La subvention publique de 90 milliards d’euros injectée dans le régime des retraites montre que l'argent du contribuable sert à acheter des voix d'électeurs. Lorsque l’argent se fait rare, il paraît logique que les retraites ne peuvent plus être subventionnées, que les cotisations vont augmenter et que les ajustements de pension vont faire marche arrière. 

 

Les fonctionnaires entrés en service dans les années 70 seront bientôt à la retraite. Les engagements y afférents n’apparaissent pas au bilan. Cela représente des milliards d’euros qui pèseront ces prochaines décennies sur les budgets des Länder.
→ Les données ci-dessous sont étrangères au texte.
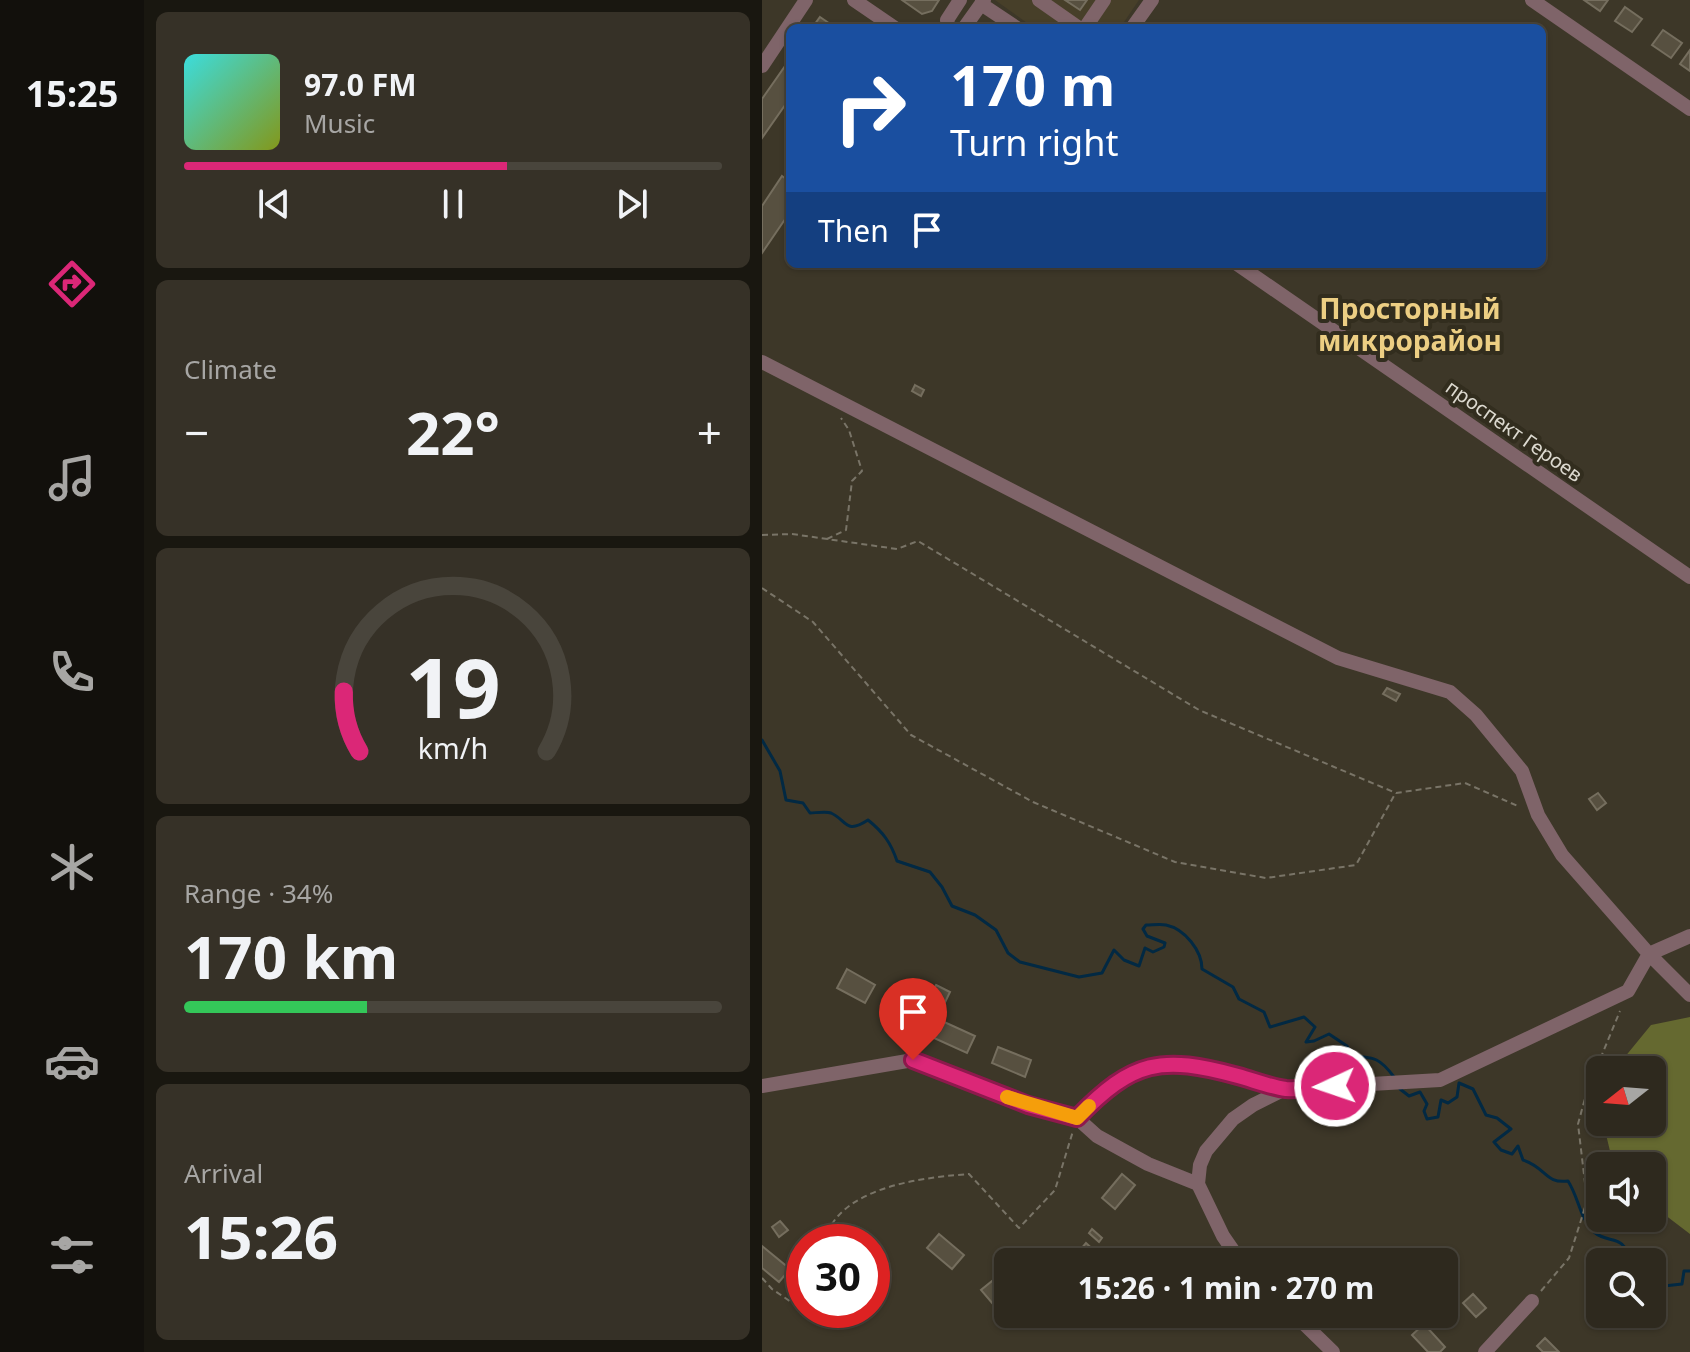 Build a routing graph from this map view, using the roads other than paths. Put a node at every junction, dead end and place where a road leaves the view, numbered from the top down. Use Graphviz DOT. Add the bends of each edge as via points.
graph roads {
  1 [pos="806,0"];
  2 [pos="854,0"];
  3 [pos="960,0"];
  4 [pos="1039,0"];
  5 [pos="1104,0"];
  6 [pos="1152,0"];
  7 [pos="1532,0"];
  8 [pos="983,2"];
  9 [pos="1554,6"];
  10 [pos="793,24"];
  11 [pos="889,24"];
  12 [pos="948,24"];
  13 [pos="967,24"];
  14 [pos="1012,24"];
  15 [pos="1073,24"];
  16 [pos="1088,24"];
  17 [pos="1135,24"];
  18 [pos="786,36"];
  19 [pos="762,66"];
  20 [pos="1690,109"];
  21 [pos="1243,268"];
  22 [pos="762,362"];
  23 [pos="1689,575"];
  24 [pos="1690,936"];
  25 [pos="1649,954"];
  26 [pos="1690,995"];
  27 [pos="762,1086"];
  28 [pos="1285,1089"];
  29 [pos="1077,1118"];
  30 [pos="1198,1184"];
  31 [pos="1231,1248"];
  32 [pos="1532,1301"];
  33 [pos="1308,1328"];
  34 [pos="1333,1352"];
  35 [pos="1485,1352"];
  1 -- 10 [label="street"];
  2 -- 11 [label="street"];
  3 -- 12 [label="street"];
  4 -- 15 [label="street"];
  5 -- 16 [label="street"];
  6 -- 17 [label="street"];
  7 -- 9 [label="street"];
  8 -- 13 [label="street"];
  8 -- 14 [label="street"];
  9 -- 20 [label="street"];
  18 -- 19 [label="street"];
  21 -- 23 [label="street, проспект Героев"];
  22 -- 25 [label="street" via="1338,658 1450,692 1522,771 1538,815 1562,855"];
  24 -- 25 [label="street"];
  25 -- 26 [label="street"];
  25 -- 28 [label="street" via="1628,991 1440,1080"];
  27 -- 29 [label="street" via="913,1060 1028,1105"];
  28 -- 29 [label="street" via="1202,1066 1169,1063 1117,1081"];
  28 -- 30 [label="street" via="1233,1119 1200,1165"];
  29 -- 30 [label="street" via="1097,1136 1148,1164"];
  30 -- 31 [label="street"];
  32 -- 35 [label="street"];
  33 -- 34 [label="street"];
}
Considérant le frein à l'endettement imposé aux Länder à partir de 2020, cela génère un sérieux grand écart. L'endettement allemand devrait plus que doubler rien que sous l'effet des retraites de fonctionnaires. 

 

Les échecs essuyés par l’État dans des projets tels que l’aéroport de Berlin, la Philharmonie de l’Elbe à Hambourg, le métro de Cologne et la gare de Stuttgart prouvent que la complexité de notre monde a dépassé les processus politiques. Il faudrait construire de nouvelles infrastructures (par exemple aussi pour les réseaux électriques), or rien n'avance! 

 

 Dans un tel contexte, les seules sources d’investissement restent les entreprises, que ce soit sous la forme d’actions ou d’obligations. Il y a donc chez ACATIS « Freude an Unternhemen » (littéralement, éprouver de la joie auprès des entreprises). Et même si toutes les entreprises ne sont pas parfaites, le processus de sélection qualitative de ces dernières se révèle beaucoup plus rigoureux qu’en politique. Survivent uniquement celles qui fabriquent, de manière rentable, des produits que les clients ne se font pas prier pour acheter. Les actions et obligations d'entreprises nous permettent d'y participer. 

 

Enfin, diverses questions en suspens créent actuellement sur les marchés un climat d'incertitude et un comportement prudent : une intervention militaire aura-t-elle lieu en Syrie et si oui de quelle ampleur ? Quand la politique d’assouplissement monétaire prendra-t-elle fin? Quel gouvernement sera élu en septembre en Allemagne et qu’en découlera-t-il ? 

 

Malgré le calme actuel des marchés,  nous restons préoccupés et prenons des mesures pour nous prémunir contre d’éventuels chocs imprévus.